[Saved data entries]

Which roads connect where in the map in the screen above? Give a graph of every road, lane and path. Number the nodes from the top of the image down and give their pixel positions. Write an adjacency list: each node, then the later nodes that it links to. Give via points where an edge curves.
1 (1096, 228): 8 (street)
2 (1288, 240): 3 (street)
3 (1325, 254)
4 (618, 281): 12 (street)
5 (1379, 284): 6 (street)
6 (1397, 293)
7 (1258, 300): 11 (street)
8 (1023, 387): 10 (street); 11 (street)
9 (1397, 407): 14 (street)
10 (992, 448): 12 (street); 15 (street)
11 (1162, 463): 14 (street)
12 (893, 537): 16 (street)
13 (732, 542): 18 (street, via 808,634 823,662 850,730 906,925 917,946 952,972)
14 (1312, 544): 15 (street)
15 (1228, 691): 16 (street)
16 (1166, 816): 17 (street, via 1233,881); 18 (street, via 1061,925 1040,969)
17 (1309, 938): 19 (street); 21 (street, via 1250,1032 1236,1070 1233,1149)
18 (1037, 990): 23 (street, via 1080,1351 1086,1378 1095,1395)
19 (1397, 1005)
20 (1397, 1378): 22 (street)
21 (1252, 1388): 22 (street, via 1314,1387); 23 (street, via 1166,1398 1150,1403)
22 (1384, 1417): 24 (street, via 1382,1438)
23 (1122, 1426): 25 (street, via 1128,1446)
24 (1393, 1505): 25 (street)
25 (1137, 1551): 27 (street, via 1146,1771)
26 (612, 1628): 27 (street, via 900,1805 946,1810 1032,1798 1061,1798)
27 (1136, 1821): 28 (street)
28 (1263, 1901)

_EXERCISE REQUIREMENTS_
Write each line of the data down again exactly as it reads.

_RESPONSE TO THE EXERCISE_
Which roads connect where in the map in the screen above? Give a graph of every road, lane and path. Number the nodes from the top of the image down and give their pixel positions. Write an adjacency list: each node, then the later nodes that it links to. Give via points where an edge curves.
1 (1096, 228): 8 (street)
2 (1288, 240): 3 (street)
3 (1325, 254)
4 (618, 281): 12 (street)
5 (1379, 284): 6 (street)
6 (1397, 293)
7 (1258, 300): 11 (street)
8 (1023, 387): 10 (street); 11 (street)
9 (1397, 407): 14 (street)
10 (992, 448): 12 (street); 15 (street)
11 (1162, 463): 14 (street)
12 (893, 537): 16 (street)
13 (732, 542): 18 (street, via 808,634 823,662 850,730 906,925 917,946 952,972)
14 (1312, 544): 15 (street)
15 (1228, 691): 16 (street)
16 (1166, 816): 17 (street, via 1233,881); 18 (street, via 1061,925 1040,969)
17 (1309, 938): 19 (street); 21 (street, via 1250,1032 1236,1070 1233,1149)
18 (1037, 990): 23 (street, via 1080,1351 1086,1378 1095,1395)
19 (1397, 1005)
20 (1397, 1378): 22 (street)
21 (1252, 1388): 22 (street, via 1314,1387); 23 (street, via 1166,1398 1150,1403)
22 (1384, 1417): 24 (street, via 1382,1438)
23 (1122, 1426): 25 (street, via 1128,1446)
24 (1393, 1505): 25 (street)
25 (1137, 1551): 27 (street, via 1146,1771)
26 (612, 1628): 27 (street, via 900,1805 946,1810 1032,1798 1061,1798)
27 (1136, 1821): 28 (street)
28 (1263, 1901)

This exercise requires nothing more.